Dschingis Khan versinkt in ein langes Stillschweigen. Es ist unmöglich, in seinen Augen zu lesen. Er ist kleiner, als ich ihn mir vorgestellt hatte, und sein Geruch ist schlimm, aber er ist ein Mann von solcher Kraft und Bestimmtheit, daß ich gedemütigt bin, denn ich hatte mich für seinesgleichen gehalten, und in einer Weise bin ich es, und doch ist er mehr, als ich jemals sein kann. Es ist nichts Berechnendes an ihm; er ist völlig wahrhaftig und unbedenklich, ein Mann, der für den Augenblick lebt, der nie etwas ein zweites Mal überdenken muß, weil seine erste Überlegung immer richtig gewesen ist.

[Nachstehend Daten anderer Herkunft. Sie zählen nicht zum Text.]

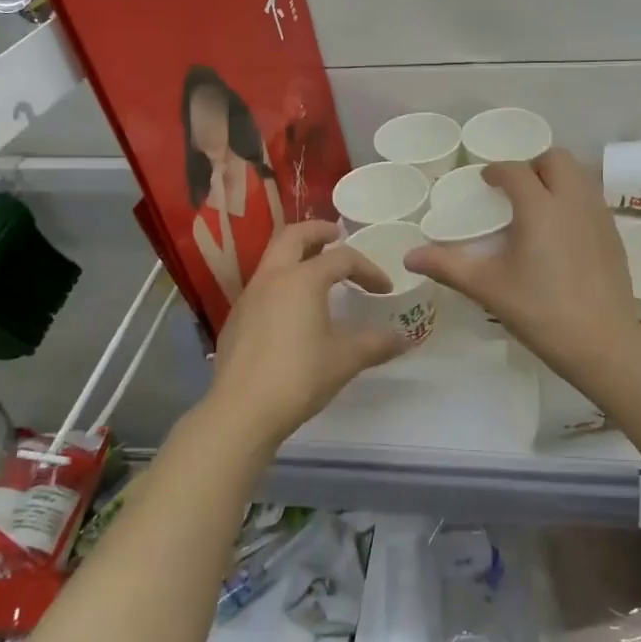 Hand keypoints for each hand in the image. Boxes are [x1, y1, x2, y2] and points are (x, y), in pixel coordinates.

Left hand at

Er ist nur ein barbarischer Stammeshäuptling, ein wilder Krieger und Nomadenführer aus der Gobi, dem jeder Aspekt meines gewohnten täglichen Lebens als verwirrende Magie erscheinen würde: doch wenn ich ihn mit mir nähme, würde er die Arbeitsweise des Kontrollraums in drei Stunden verstehen. Er ist ein Barbar, ja, aber nicht nur das, und obgleich ich ihm in mancher Hinsicht überlegen bin, obgleich mein Leben und meine Macht über sein Verstehen hinausgehen, ist er in all den Punkten, auf die es ankommt, mein Meister. Er flößt mir Ehrfurcht ein. Wie ich es erwartet hatte. Und in seiner Gegenwart komme ich einer Bereitwilligkeit nahe, all meine Autorität über andere Menschen aufzugeben, denn verglichen mit ihm bin ich nicht würdig. Ich bin nicht würdig.